Bhutto served as Prime Minister twice between 1988 and 1996. She has led her party from exile in London and Dubai since leaving Pakistan in 1999 over the corruption allegations. Observers feel that Bhutto risks a backlash among the public and her party if she seals a power-sharing deal with President Pervez Musharraf and her party.
Earlier, a government spokesman said that Bhutto will not be deported in the manner of former Prime Minister Nawaz Sharif, a government spokesman said. Sharif was expelled hours after he flew in from London on Monday.
Deputy information minister Tariq Azim drew a clear distinction between the rights of Sharif and Bhutto to return to Pakistan. “Nawaz Sharif’s case was different. He went back to Saudi Arabia because of an undertaking he had with the Saudi government,” Azim said. “She (Bhutto) was always allowed to come back.”
Asked about pending corruption cases against Bhutto, he added: “It’s for the law to take its own course.
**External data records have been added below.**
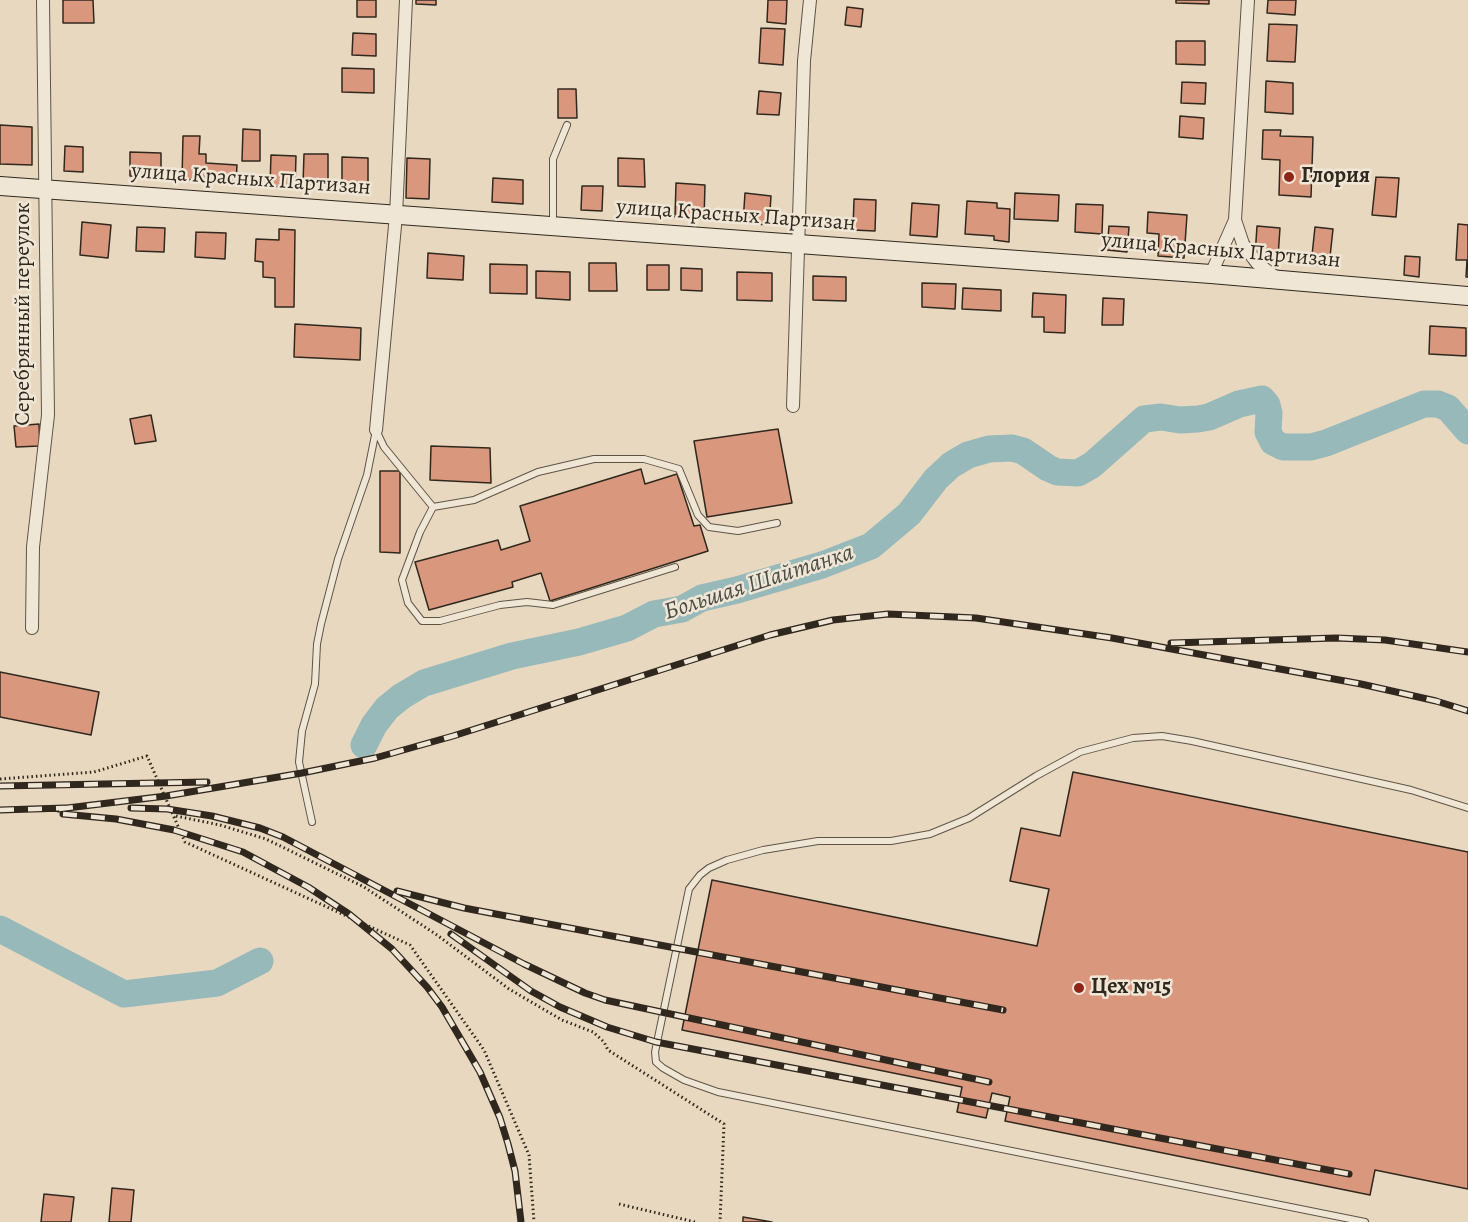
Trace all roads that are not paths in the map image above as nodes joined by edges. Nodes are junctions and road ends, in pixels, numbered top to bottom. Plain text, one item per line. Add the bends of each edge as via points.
1 (43, 0) edge
2 (406, 0) edge
3 (810, 0) edge
4 (1248, 0) edge
5 (567, 124) dead end
6 (0, 186) edge
7 (45, 189) junction
8 (396, 215) junction
9 (1236, 220) junction
10 (553, 227) junction
11 (800, 244) junction
12 (1211, 274) junction
13 (1279, 279) junction
14 (1468, 296) edge
15 (793, 405) dead end
16 (376, 429) junction
17 (433, 507) junction
18 (777, 523) dead end
19 (675, 567) dead end
20 (32, 628) dead end
21 (1468, 808) edge
22 (312, 822) dead end
23 (1365, 1222) edge

1 - 7 street, Серебрянный переулок
2 - 8 street
3 - 11 street via 804,61
4 - 9 street
5 - 10 lane via 554,159
6 - 7 street, улица Красных Партизан
7 - 8 street, улица Красных Партизан
7 - 20 street, Серебрянный переулок via 48,415 33,547
8 - 10 street, улица Красных Партизан
8 - 16 street
9 - 12 street
9 - 13 street via 1243,244 1257,263
10 - 11 street, улица Красных Партизан
11 - 12 street, улица Красных Партизан
11 - 15 street
12 - 13 street, улица Красных Партизан
13 - 14 street, улица Красных Партизан
16 - 17 lane via 384,447
16 - 22 lane via 367,474 338,559 317,644 315,684 299,762
17 - 18 lane via 474,500 538,472 594,459 644,459 679,469 698,515 709,527 738,531
17 - 19 lane via 402,580 408,603 422,621 440,621 500,605 553,605
21 - 23 lane via 1411,790 1192,741 1162,736 1133,738 1080,752 969,818 930,834 891,841 818,841 763,850 709,868 689,889 655,1052 656,1062 678,1078 718,1092

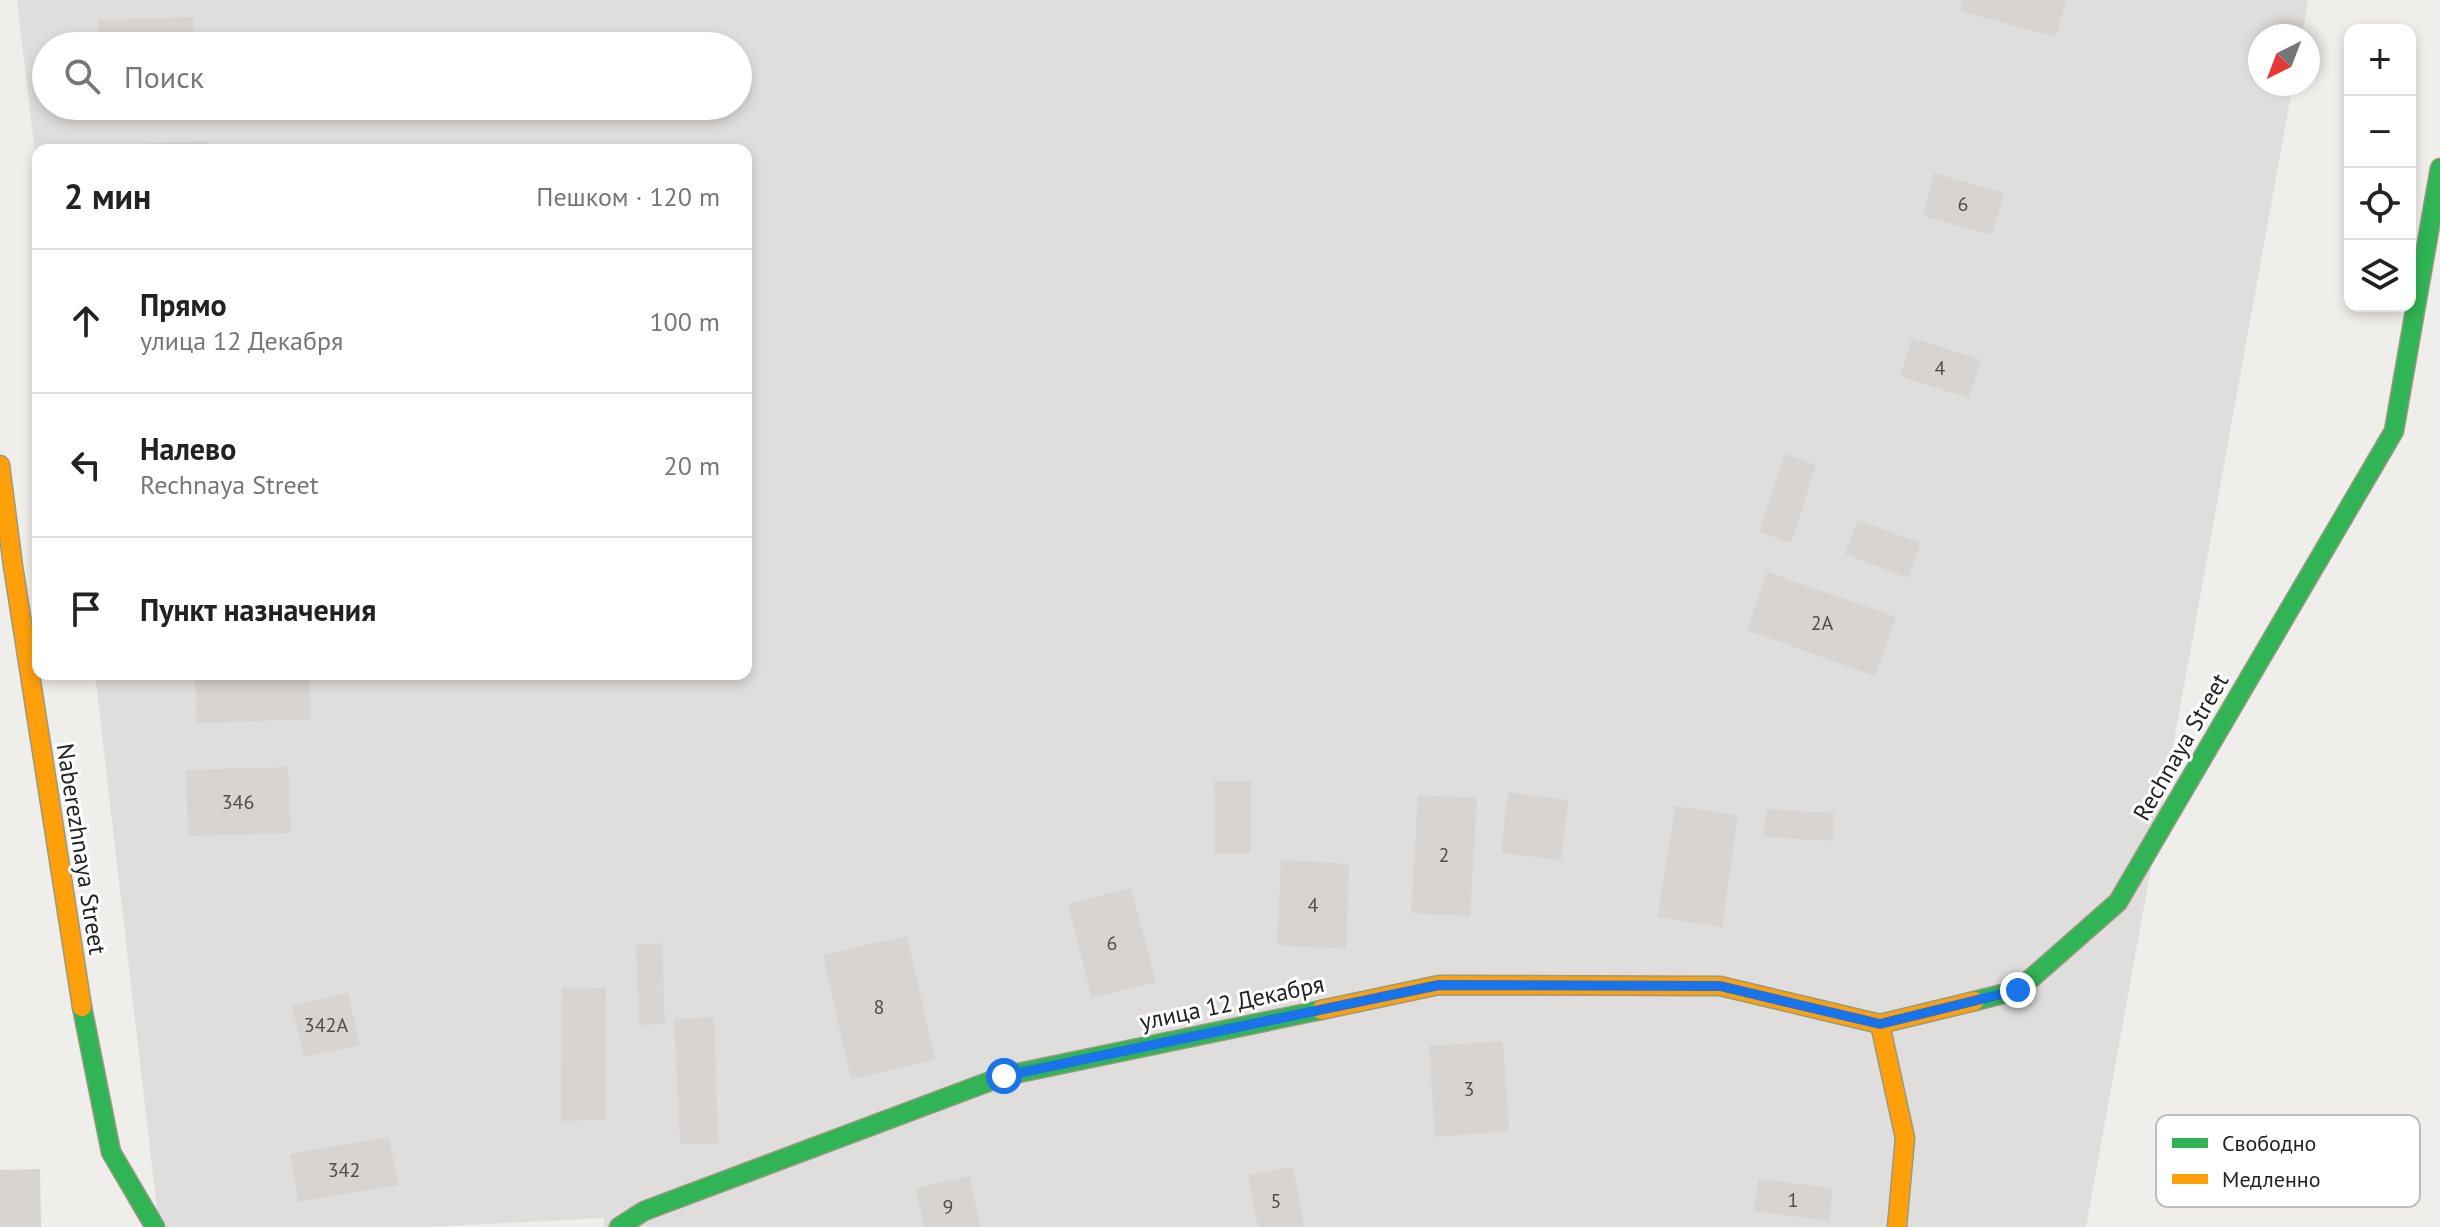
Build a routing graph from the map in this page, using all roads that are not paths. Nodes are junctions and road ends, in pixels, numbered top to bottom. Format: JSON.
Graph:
{"nodes":[{"id":1,"x":2440,"y":168,"type":"edge"},
{"id":2,"x":0,"y":465,"type":"edge"},
{"id":3,"x":1880,"y":1024,"type":"junction"},
{"id":4,"x":155,"y":1227,"type":"edge"},
{"id":5,"x":619,"y":1227,"type":"edge"},
{"id":6,"x":1897,"y":1227,"type":"edge"}],
"edges":[{"from":1,"to":3,"type":"street","name":"Rechnaya Street"},
{"from":2,"to":4,"type":"street","name":"Naberezhnaya Street"},
{"from":3,"to":5,"type":"street","name":"улица 12 Декабря"},
{"from":3,"to":6,"type":"street"}]}
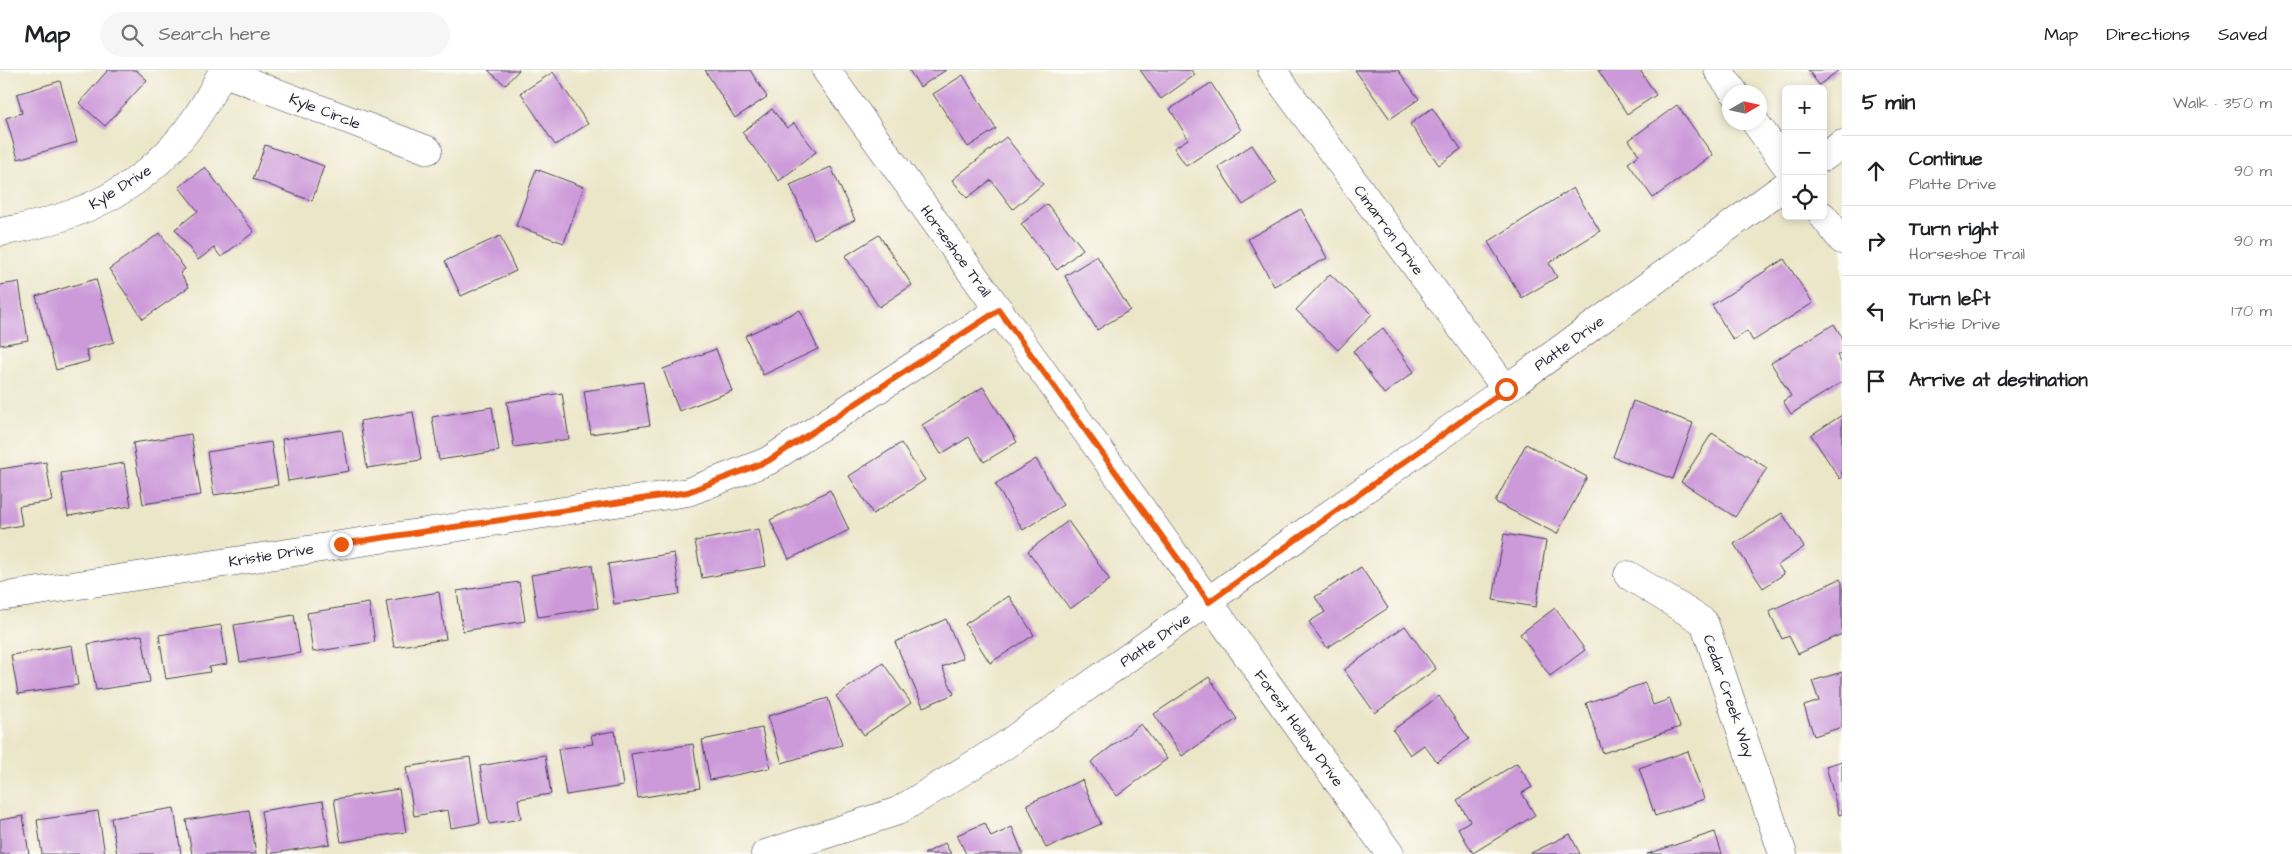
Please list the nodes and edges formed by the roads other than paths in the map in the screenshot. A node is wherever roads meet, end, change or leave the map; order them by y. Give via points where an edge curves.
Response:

Everybody has to face cases against them and the same applies to her.”
Bhutto’s party conveyed to Musharraf, who is seeking a second term as President, that they will not be able to support him if he failed to show flexibility on a set of demands made by the PPP.
Bhutto wants a repeal of the presidential powers to dissolve the National Assembly, amendment in the Constitution that will allow her to become Prime Minister for the third time and withdrawal of corruption cases against her. “It will be like surrender if Musharraf agrees to these demands,” a senior official told The Telegraph.